### Problem requirements
Please state how many lines of the listing contain the word "Bajada", giving the number by itself.

+ + + +

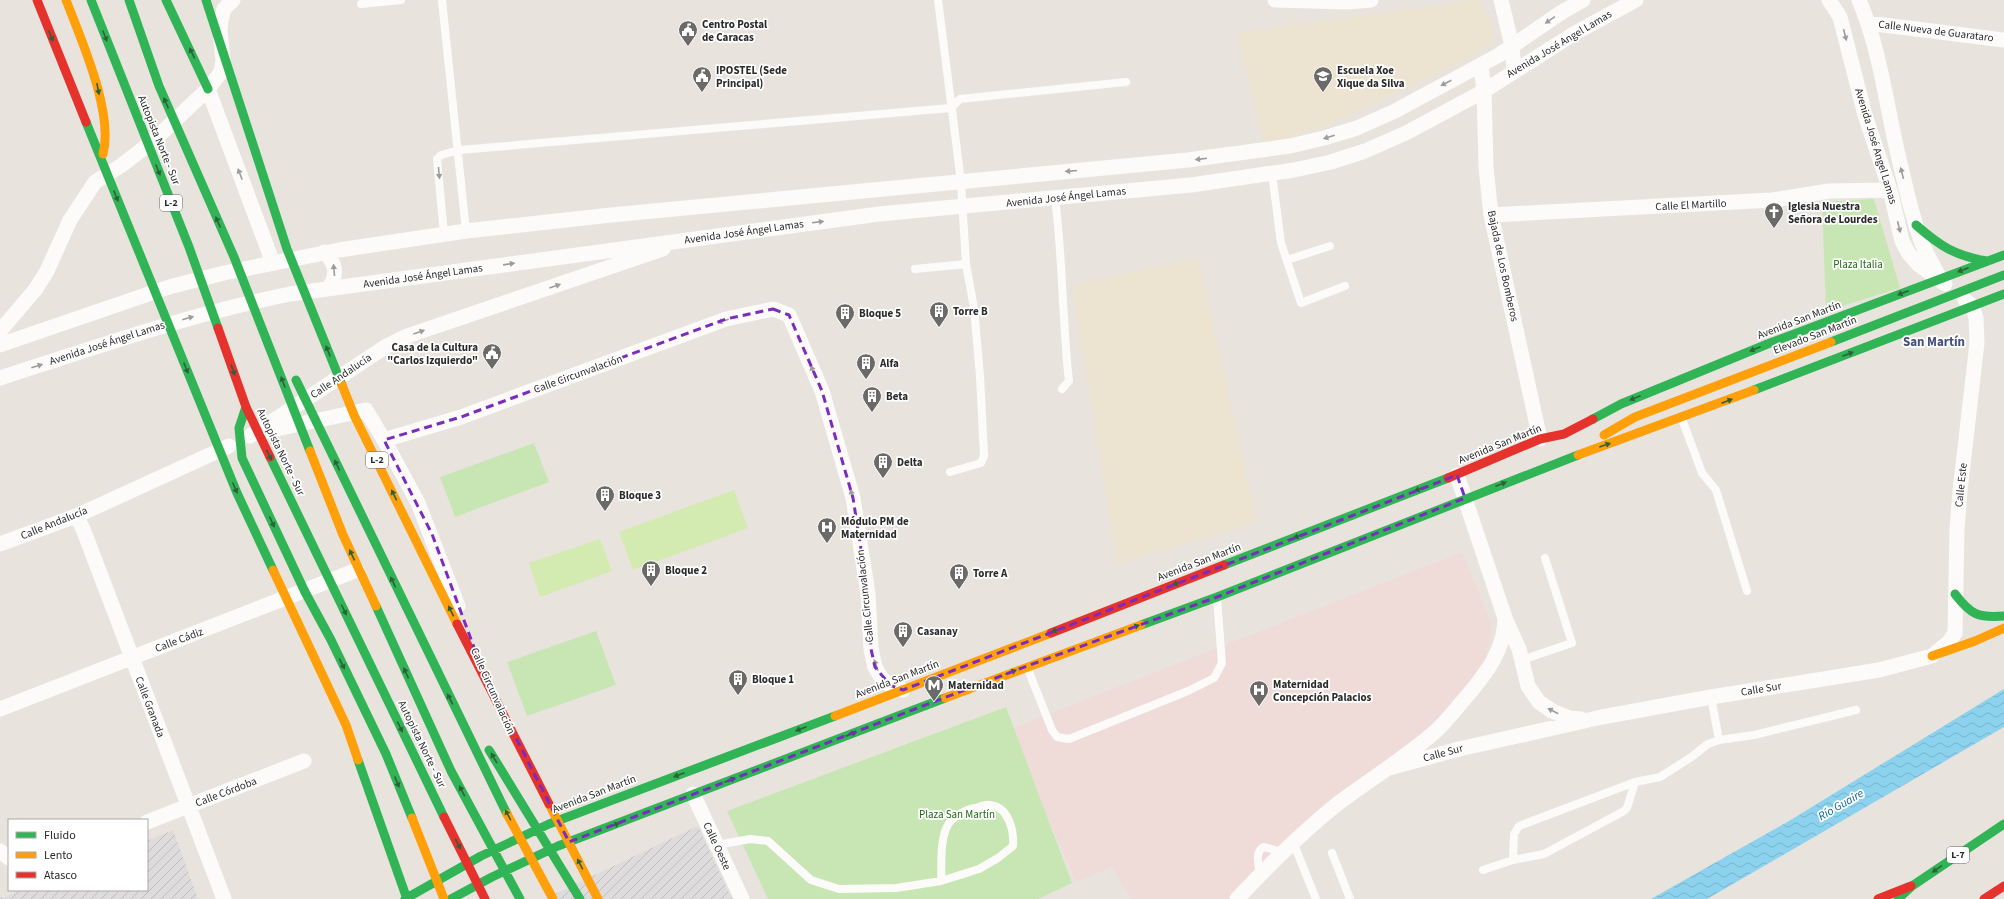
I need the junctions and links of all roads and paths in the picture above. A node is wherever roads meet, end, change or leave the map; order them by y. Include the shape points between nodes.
1 (37, 0) edge
2 (66, 0) edge
3 (91, 0) edge
4 (129, 0) edge
5 (166, 0) edge
6 (206, 0) edge
7 (233, 0) edge
8 (401, 0) edge
9 (442, 0) edge
10 (938, 0) edge
11 (1275, 0) edge
12 (1371, 0) edge
13 (1501, 0) edge
14 (1583, 0) edge
15 (1636, 0) edge
16 (1829, 0) edge
17 (1859, 0) edge
18 (361, 4) dead end
19 (1868, 23) junction
20 (2004, 40) edge
21 (1512, 46) junction
22 (1481, 65) junction
23 (1514, 71) junction
24 (1126, 82) dead end
25 (208, 89) junction
26 (1484, 91) junction
27 (951, 108) junction
28 (459, 150) junction
29 (1272, 174) junction
30 (95, 182) junction
31 (962, 182) junction
32 (1890, 190) junction
33 (1055, 198) junction
34 (964, 207) junction
35 (1491, 215) junction
36 (1916, 224) junction
37 (466, 231) junction
38 (444, 234) junction
39 (696, 238) junction
40 (1330, 246) dead end
41 (324, 252) junction
42 (2004, 255) edge
43 (234, 257) junction
44 (1287, 260) junction
45 (1987, 261) junction
46 (273, 263) junction
47 (966, 264) junction
48 (915, 269) dead end
49 (2004, 275) edge
50 (1940, 279) junction
51 (1345, 286) dead end
52 (328, 289) junction
53 (2004, 294) edge
54 (1972, 306) junction
55 (0, 331) edge
56 (0, 345) edge
57 (279, 345) dead end
58 (292, 372) dead end
59 (0, 378) edge
60 (1062, 389) dead end
61 (246, 407) junction
62 (1635, 417) junction
63 (1681, 418) junction
64 (256, 433) junction
65 (1564, 434) junction
66 (1540, 439) junction
67 (384, 440) junction
68 (1555, 463) junction
69 (950, 472) dead end
70 (1457, 475) junction
71 (1465, 498) junction
72 (76, 516) junction
73 (0, 544) edge
74 (1545, 558) dead end
75 (357, 570) dead end
76 (1747, 591) dead end
77 (1955, 594) junction
78 (1217, 597) junction
79 (402, 601) junction
80 (2004, 616) edge
81 (1505, 618) junction
82 (2004, 628) edge
83 (1932, 656) junction
84 (131, 659) junction
85 (1522, 660) junction
86 (1027, 666) junction
87 (903, 690) junction
88 (1711, 697) junction
89 (0, 709) edge
90 (1856, 710) dead end
91 (471, 718) dead end
92 (1590, 720) junction
93 (483, 739) dead end
94 (1719, 740) junction
95 (304, 761) dead end
96 (1390, 768) junction
97 (1635, 782) junction
98 (693, 794) junction
99 (189, 806) junction
100 (148, 822) edge
101 (549, 824) junction
102 (2004, 824) edge
103 (717, 845) junction
104 (1287, 847) junction
105 (0, 851) edge
106 (1332, 853) dead end
107 (8, 857) edge
108 (1513, 860) junction
109 (1483, 870) dead end
110 (941, 881) junction
111 (1912, 886) junction
112 (2004, 886) edge
113 (2004, 896) edge
114 (224, 899) edge
115 (406, 899) edge
116 (444, 899) edge
117 (451, 899) edge
118 (485, 899) edge
119 (520, 899) edge
120 (553, 899) edge
121 (580, 899) edge
122 (598, 899) edge
123 (742, 899) edge
124 (1237, 899) edge
125 (1316, 899) edge
126 (1350, 899) edge
127 (1878, 899) edge
128 (1898, 899) edge
129 (1984, 899) edge
130 (2000, 899) edge

1 -> 115 main road via 237,493 346,725
2 -> 30 main road via 96,80 103,114 105,148
3 -> 61 main road, Autopista Norte - Sur / L-2 via 189,247
43 -> 4 main road, Autopista Norte - Sur via 159,86
25 -> 5 main road
122 -> 6 main road, L-2 via 457,624 354,415 287,249
7 - 25 street via 224,9 221,20 221,72
8 - 18 lane
9 - 28 lane
10 - 27 lane
11 - 12 street
13 - 21 street
14 -> 21 street, Avenida José Angel Lamas
15 - 23 street, Avenida José Angel Lamas via 1575,33
16 -> 32 street, Avenida José Angel Lamas via 1840,17 1865,116
17 - 19 street, Avenida José Angel Lamas
19 - 20 street, Calle Nueva de Guarataro
36 -> 19 street, Avenida José Angel Lamas
21 - 22 street, Avenida José Angel Lamas
21 - 23 street
22 - 26 street
22 -> 31 street via 1395,111 1357,128 1296,145 1188,160
23 - 26 street, Avenida José Angel Lamas
24 - 27 lane via 960,99
25 - 30 street via 153,141
46 -> 25 street
26 - 29 street, Avenida José Ángel Lamas via 1406,133 1365,151 1331,162
26 - 35 street, Bajada de Los Bomberos via 1486,167
27 - 28 lane
27 - 31 lane
28 - 37 lane
28 -> 38 lane via 441,154 437,160
29 - 33 street, Avenida José Ángel Lamas via 1191,185
29 - 44 lane via 1281,243
30 - 55 street via 70,220 39,283
31 - 34 lane
31 - 37 street
32 - 35 street, Calle El Martillo via 1829,191 1772,200
32 -> 50 street, Avenida José Angel Lamas via 1902,241 1909,254 1919,265
33 - 34 street, Avenida José Ángel Lamas
33 - 60 lane via 1068,381
39 -> 34 street, Avenida José Ángel Lamas via 879,214
34 - 47 lane
35 - 66 street, Bajada de Los Bomberos
36 - 45 main road via 1955,255
36 - 50 street via 1922,243
37 - 38 street
38 - 41 street
52 -> 39 street, Avenida José Ángel Lamas
64 -> 39 street, Calle Andalucía via 385,347 407,336
40 - 44 lane
41 - 46 street
52 -> 41 street via 335,275 335,268
42 - 45 main road, Avenida San Martín
43 - 57 main road
119 -> 43 main road, Autopista Norte - Sur via 451,771 343,535
44 - 51 lane via 1301,303
45 -> 50 main road, Avenida San Martín
46 - 56 street via 169,287
47 - 48 lane
47 - 69 lane via 974,308 984,456 981,463
49 - 62 main road, Elevado San Martín
50 - 54 street, Avenida José Angel Lamas
50 -> 65 main road, Avenida San Martín via 1770,343 1621,404
59 -> 52 street, Avenida José Ángel Lamas via 206,312 290,294
53 - 54 main road
63 -> 54 main road
54 - 77 street, Calle Este via 1976,318 1977,343 1960,491
79 -> 58 main road
61 -> 116 main road via 239,428 242,458 386,754
61 -> 118 main road, Autopista Norte - Sur / L-2
62 - 65 main road
62 - 68 main road
68 -> 63 main road
63 - 76 lane via 1702,473 1716,490
64 - 67 street via 366,410
64 - 72 street, Calle Andalucía
65 - 66 main road, Avenida San Martín
66 - 70 main road, Avenida San Martín
87 -> 67 street, Calle Circunvalación via 882,679 870,649 868,594 853,498 822,391 789,315 773,309 726,319 461,416
67 - 101 street, Calle Circunvalación via 432,534 486,680 550,812
71 -> 68 main road
70 - 71 street, Calle Sur
70 -> 87 main road, Avenida San Martín
71 - 78 main road
71 - 81 street, Calle Sur
72 - 73 street, Calle Andalucía
72 - 84 street, Calle Granada
74 - 85 lane via 1572,643
75 - 84 street, Calle Cádiz
77 - 80 main road via 1969,612 1976,616
77 - 83 street, Calle Este via 1955,633 1949,642
86 -> 78 main road
78 - 86 lane via 1222,663 1214,678 1069,739 1057,737 1052,730
79 - 91 main road
120 -> 79 main road via 492,786
81 - 85 street, Calle Sur
81 - 96 street, Calle Sur via 1502,644 1476,685 1437,730
82 - 83 main road via 1975,642
83 - 88 street, Calle Sur via 1879,670
84 - 89 street, Calle Cádiz
84 - 99 street, Calle Granada
92 -> 85 street, Calle Sur via 1569,718 1539,702 1528,686
98 -> 86 main road
87 -> 101 main road, Avenida San Martín
88 - 92 street, Calle Sur
88 - 94 lane
90 - 94 lane via 1754,735
92 - 96 street, Calle Sur via 1459,749
121 -> 93 main road
94 - 97 lane via 1708,744 1660,776
95 - 99 street, Calle Córdoba
96 - 104 street, Calle Sur via 1337,805
97 - 108 lane via 1624,811 1544,854
97 - 108 lane via 1519,826 1514,834
98 - 103 street, Calle Oeste
117 -> 98 main road via 533,857
99 - 100 street, Calle Córdoba
99 - 114 street, Calle Granada
101 - 115 main road, Avenida San Martín via 481,856
102 -> 111 main road, L-7
103 - 110 lane via 750,839 768,841 811,880 839,889 896,888
103 - 123 street, Calle Oeste
104 - 124 street, Calle Sur
104 - 125 lane
105 - 107 street
106 - 126 lane
108 - 109 lane
110 - 110 lane via 979,869 1013,846 1014,834 1000,808 990,804 967,809 950,822 944,838
111 - 127 main road
111 - 128 main road, L-7
112 - 129 main road
113 - 130 main road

+ + + +

### Exercise response
2